Today’s poem is “Watermelon” by Susan Deborah (Sam) King. She is the author of five full length collections of poetry and one chap book, including Bog Orchids, about her summer home on Great Cranberry Island, and One-Breasted Woman, about her experience with breast cancer.

She writes, “…one of our neighbors on Great Cranberry Island, Lyndon Bunker, was dying in his 50's of a lung disease and I wanted to reach out to him.  He, a life time native of the island, could be a bit intimidating to me as a woman summer resident, but I was not deterred.  The whole island was feeling sad that this darn disease was dampening his naturally outsized vitality. I wanted to pay him tribute and celebrate that.
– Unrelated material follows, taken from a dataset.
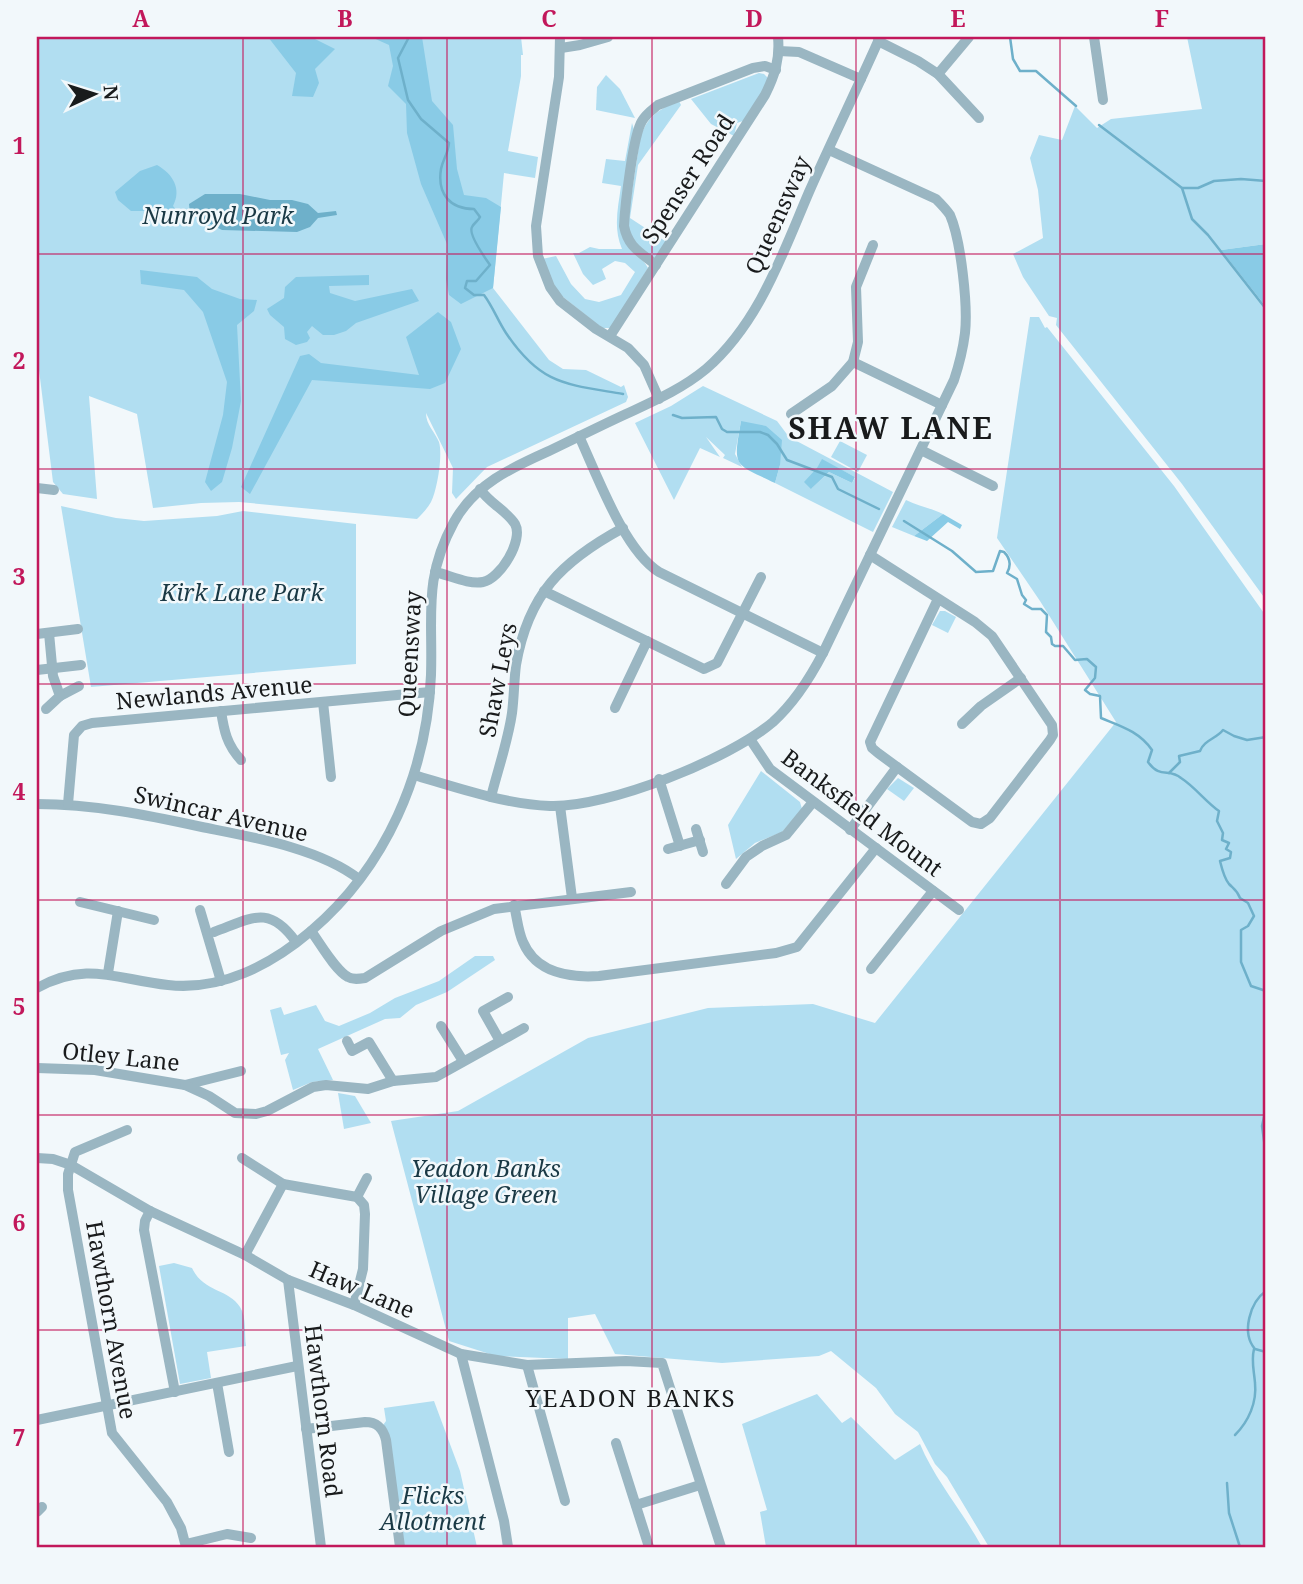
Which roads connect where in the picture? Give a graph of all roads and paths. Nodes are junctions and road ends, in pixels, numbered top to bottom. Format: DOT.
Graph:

On the day I brought the watermelon, for those moments, I really felt we made a connection, one that is not easy to make between two so different.”

Watermelon 
by Susan Deborah King 

There being not much of later  
to enjoy it in, he suggested to me, 
down-island neighbor, we cut it open 
right now, the “personal-sized” melon 
I brought, since he told me 
I might as well take back home 
the rhubarb pie I made for him in the hospital 
because he preferred his fruit plain. 
He could be plain in his speaking too! 
Was it just the emotion of the moment 
or was this the sweetest, juiciest, most rubiate 
fruit a tooth ever sank into, bright 
in the mouth as the July day outside 
his shut in, TV-in-the-background house, 
next to which sat his big red truck 
with his late wife’s name, same as his boat’s, 
emblazoned on the hood?  Next to that 
rose a yellow, cross-hatched 
squared off mountain of idle, 
due to his illness, traps.  He was a strapping 
loose-jointed man, a hunter, a kidder, skipper 
of any room he sauntered through. 
When I got up to leave, he couldn’t rise, 
oxygen tubes pinched into his nostrils. 
He took my hand—a surprise—looked 
into my eyes and couldn’t find the bottom.